И какая сила в этом дуновении абсолютно иррациональной реальности! «Нет для тебя ничего более доступного, как захотеть, – пишет Жерсон в самом начале „Духовного Нищенствования“, – а захотев, ты всегда можешь пойти к Богу, говорить с Ним и с Его святыми и просить их помощи».

«Отче Наш… – обращается душа к Богу. – Если Ты мой Отец, значит, я Твоя дочь. А раз так, раз я Твоя дочь, сохрани мою чистоту и мою честь… Враги из ада! знаете вы, кто я такая и с кем вы имеете дело? Я дочь Всевышнего Царя, вашего прямого Судии, Который вас осудит. Если вы не желаете оставить меня в покое, если хотите насильничать надо мной, знаете вы, что я сделаю? Я пойду к моему Отцу и Ему скажу!»

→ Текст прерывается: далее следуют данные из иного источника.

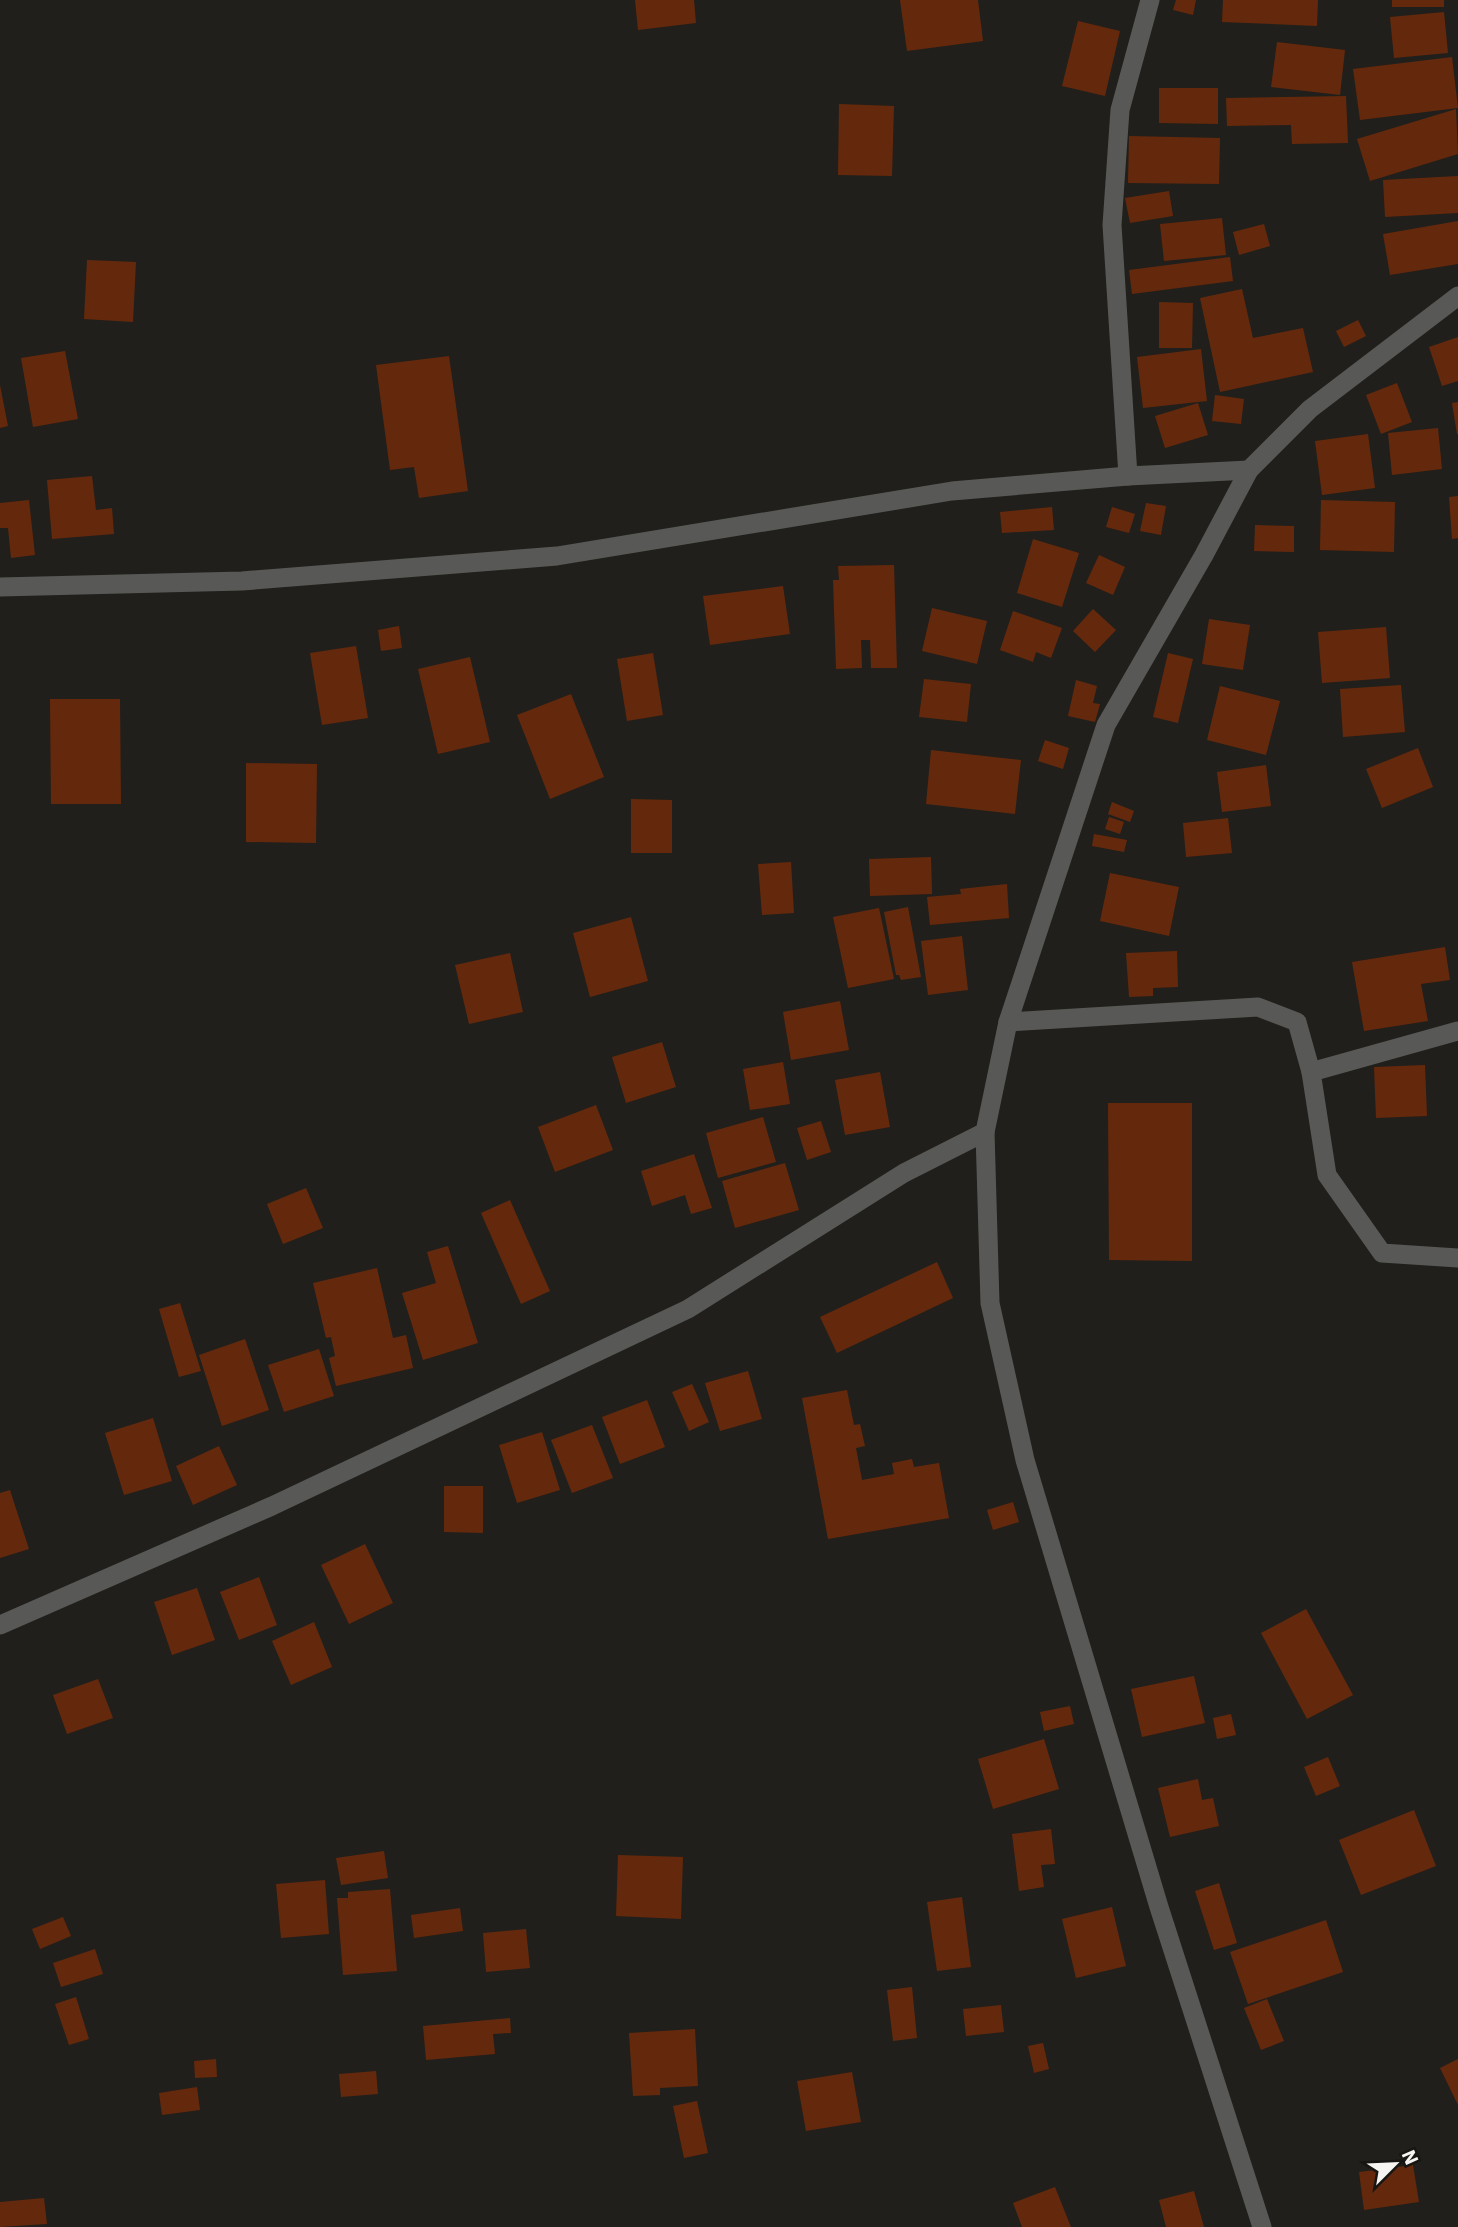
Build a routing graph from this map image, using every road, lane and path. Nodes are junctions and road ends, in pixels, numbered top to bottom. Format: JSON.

Или этот призыв бесплотных сил небесных:

«Вы, серафимы, пылающие блаженным огнём любви Божией, пошлите малую искру этого огня в моё замёрзшее сердце и согрейте его для любви к Богу… Или приблизьтесь ко мне настолько, чтобы я отогрелась… Дайте мне немного вашего огня, чтоб зажечь мой огонь и очистить меня, как некогда Исайю… Вы, херувимы, дайте мне ясное знание, чтоб идти мне прямо и не спотыкаться, чтоб мне знать Бога без заблуждения и себя саму без снисхождения… Вы, ангелы, извещайте меня каждый день, что мне делать и что мне знать для себя и для других… Когда я буду в злой скорби, утешьте меня. В унынии поддержите меня. Во мраке зажгите меня. В хвалении Бога сопровождайте меня. В моих хулах обличайте меня. В моих добрых делах поддерживайте меня».

И моление святым:

«Нет ли кого среди вас, кто взял бы под свою защиту бедную странницу, которой гибель угрожает каждый день? Что станет с вашей бедной сестрой, так бедствующей здесь на земле? А если не ради меня – ибо я недостойна этой милости, – так для выполнения того, что вы должны сделать по закону, по повелению Царя. Бог, конечно, послал меня к вам, раздающим Его милостыни. Меня легко победить, я легко заблуждаюсь. Вот поэтому я вам молюсь, поэтому прошу вашей милости и поддержки, чтоб отныне быть мне сильнее и лучше стараться… Вот всё, для чего я надеюсь на Бога: чтоб Он дал мне постоянство в исполнении Его заповедей. И если не потому, что я об этом прошу, – пусть эта милость будет мне дана потому, что Он повелел об этом просить».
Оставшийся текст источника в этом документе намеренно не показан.